What is required →
When a line of the records below contains the string "nodes", copy that whole line.

Collected data
------------------------------------------------------------
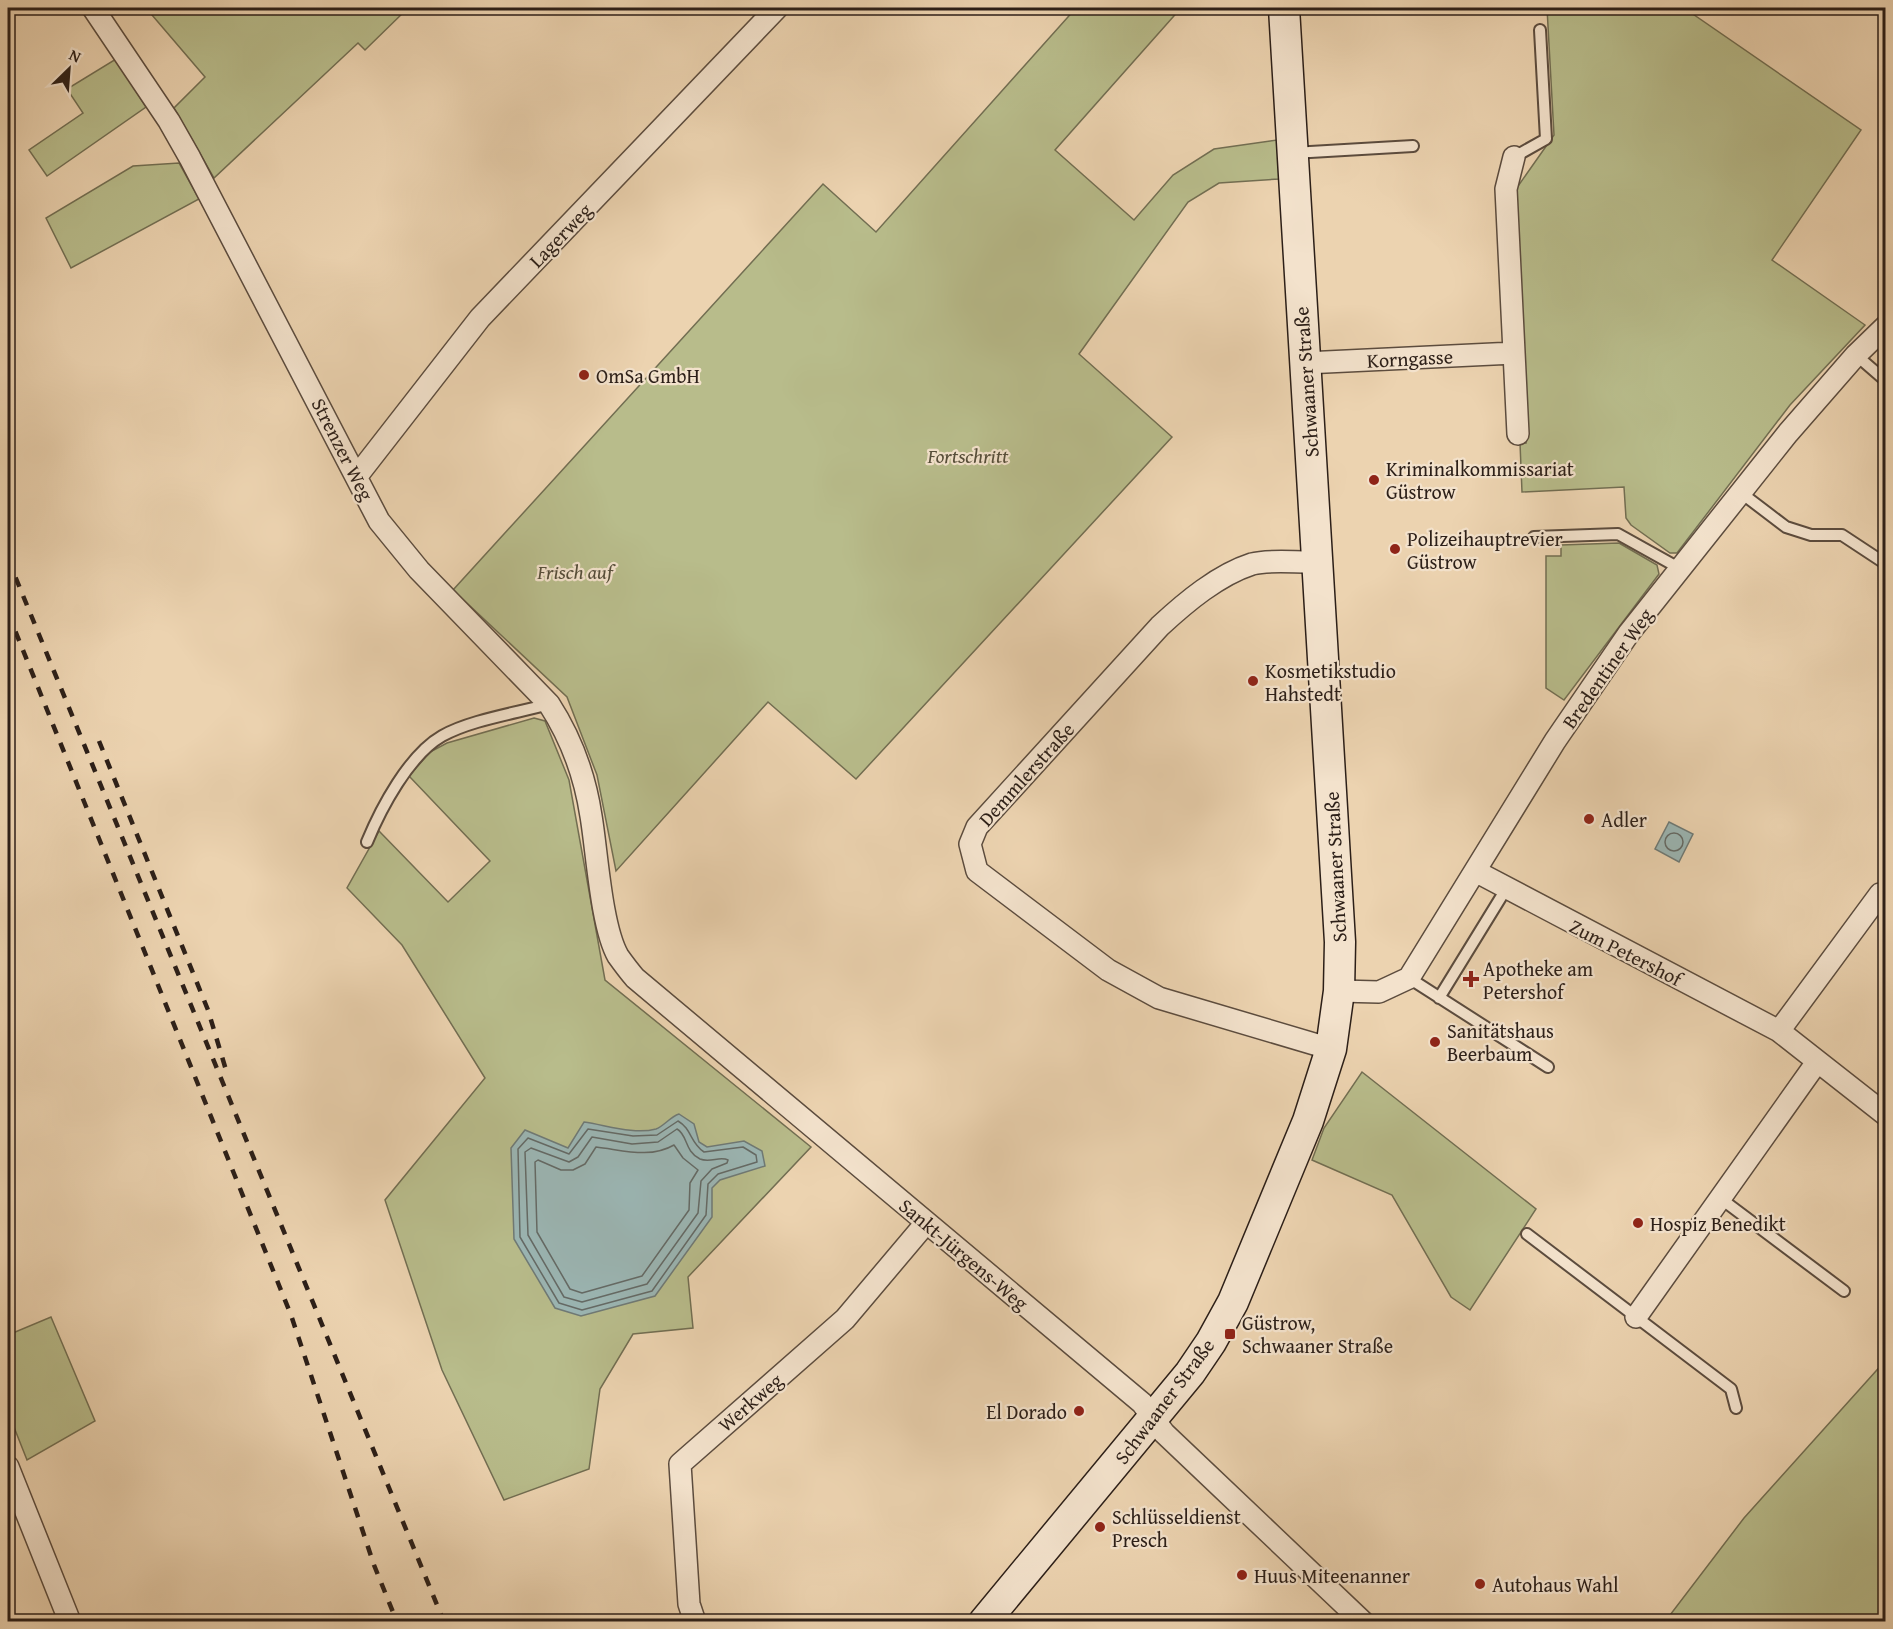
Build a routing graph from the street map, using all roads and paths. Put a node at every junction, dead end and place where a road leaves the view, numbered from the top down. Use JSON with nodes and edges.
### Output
{"nodes":[{"id":1,"x":93,"y":8,"type":"edge"},
{"id":2,"x":777,"y":8,"type":"edge"},
{"id":3,"x":1284,"y":8,"type":"edge"},
{"id":4,"x":1540,"y":30,"type":"dead end"},
{"id":5,"x":1413,"y":146,"type":"dead end"},
{"id":6,"x":1291,"y":153,"type":"junction"},
{"id":7,"x":1514,"y":157,"type":"joint"},
{"id":8,"x":1886,"y":326,"type":"edge"},
{"id":9,"x":1514,"y":353,"type":"junction"},
{"id":10,"x":1856,"y":355,"type":"junction"},
{"id":11,"x":1305,"y":363,"type":"junction"},
{"id":12,"x":1886,"y":381,"type":"edge"},
{"id":13,"x":1518,"y":434,"type":"dead end"},
{"id":14,"x":357,"y":476,"type":"junction"},
{"id":15,"x":1740,"y":492,"type":"junction"},
{"id":16,"x":1534,"y":537,"type":"dead end"},
{"id":17,"x":1318,"y":562,"type":"junction"},
{"id":18,"x":1886,"y":564,"type":"edge"},
{"id":19,"x":1679,"y":568,"type":"junction"},
{"id":20,"x":549,"y":705,"type":"junction"},
{"id":21,"x":368,"y":842,"type":"dead end"},
{"id":22,"x":1475,"y":871,"type":"junction"},
{"id":23,"x":599,"y":873,"type":"joint"},
{"id":24,"x":1506,"y":889,"type":"junction"},
{"id":25,"x":1882,"y":890,"type":"edge"},
{"id":26,"x":1409,"y":978,"type":"junction"},
{"id":27,"x":1339,"y":991,"type":"junction"},
{"id":28,"x":1439,"y":998,"type":"junction"},
{"id":29,"x":1779,"y":1031,"type":"junction"},
{"id":30,"x":1331,"y":1049,"type":"junction"},
{"id":31,"x":1817,"y":1062,"type":"junction"},
{"id":32,"x":1548,"y":1067,"type":"dead end"},
{"id":33,"x":1886,"y":1115,"type":"edge"},
{"id":34,"x":1720,"y":1198,"type":"junction"},
{"id":35,"x":926,"y":1223,"type":"junction"},
{"id":36,"x":1527,"y":1234,"type":"dead end"},
{"id":37,"x":1844,"y":1291,"type":"dead end"},
{"id":38,"x":1636,"y":1317,"type":"junction"},
{"id":39,"x":1736,"y":1408,"type":"dead end"},
{"id":40,"x":1154,"y":1419,"type":"junction"},
{"id":41,"x":8,"y":1467,"type":"edge"},
{"id":42,"x":70,"y":1622,"type":"edge"},
{"id":43,"x":695,"y":1622,"type":"edge"},
{"id":44,"x":984,"y":1622,"type":"edge"},
{"id":45,"x":1363,"y":1622,"type":"edge"}],
"edges":[{"from":1,"to":14,"type":"street","name":"Strenzer Weg"},
{"from":2,"to":14,"type":"street","name":"Lagerweg"},
{"from":3,"to":6,"type":"main road","name":"Schwaaner Straße"},
{"from":4,"to":7,"type":"lane"},
{"from":5,"to":6,"type":"lane"},
{"from":6,"to":11,"type":"main road","name":"Schwaaner Straße"},
{"from":7,"to":9,"type":"street"},
{"from":8,"to":10,"type":"street","name":"Bredentiner Weg"},
{"from":9,"to":11,"type":"street","name":"Korngasse"},
{"from":9,"to":13,"type":"street"},
{"from":10,"to":12,"type":"lane"},
{"from":10,"to":15,"type":"street","name":"Bredentiner Weg"},
{"from":11,"to":17,"type":"main road","name":"Schwaaner Straße"},
{"from":14,"to":20,"type":"street","name":"Strenzer Weg"},
{"from":15,"to":18,"type":"lane"},
{"from":15,"to":19,"type":"street","name":"Bredentiner Weg"},
{"from":16,"to":19,"type":"lane"},
{"from":17,"to":27,"type":"main road","name":"Schwaaner Straße"},
{"from":17,"to":30,"type":"street","name":"Demmlerstraße"},
{"from":19,"to":22,"type":"street","name":"Bredentiner Weg"},
{"from":20,"to":21,"type":"lane"},
{"from":20,"to":23,"type":"street","name":"Strenzer Weg"},
{"from":22,"to":24,"type":"street","name":"Zum Petershof"},
{"from":22,"to":26,"type":"street","name":"Bredentiner Weg"},
{"from":23,"to":35,"type":"street","name":"Sankt-Jürgens-Weg"},
{"from":24,"to":28,"type":"lane"},
{"from":24,"to":29,"type":"street","name":"Zum Petershof"},
{"from":25,"to":29,"type":"street"},
{"from":26,"to":27,"type":"street"},
{"from":26,"to":28,"type":"lane"},
{"from":27,"to":30,"type":"main road","name":"Schwaaner Straße"},
{"from":28,"to":32,"type":"lane"},
{"from":29,"to":31,"type":"street","name":"Zum Petershof"},
{"from":30,"to":40,"type":"main road","name":"Schwaaner Straße"},
{"from":31,"to":33,"type":"street","name":"Zum Petershof"},
{"from":31,"to":34,"type":"street"},
{"from":34,"to":37,"type":"lane"},
{"from":34,"to":38,"type":"street"},
{"from":35,"to":40,"type":"street","name":"Sankt-Jürgens-Weg"},
{"from":35,"to":43,"type":"street","name":"Werkweg"},
{"from":36,"to":38,"type":"lane"},
{"from":38,"to":39,"type":"lane"},
{"from":40,"to":44,"type":"main road","name":"Schwaaner Straße"},
{"from":40,"to":45,"type":"street","name":"Sankt-Jürgens-Weg"},
{"from":41,"to":42,"type":"street"}]}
------------------------------------------------------------
Response to the exercise →
Build a routing graph from the street map, using all roads and paths. Put a node at every junction, dead end and place where a road leaves the view, numbered from the top down. Use JSON with nodes and edges.
{"nodes":[{"id":1,"x":93,"y":8,"type":"edge"},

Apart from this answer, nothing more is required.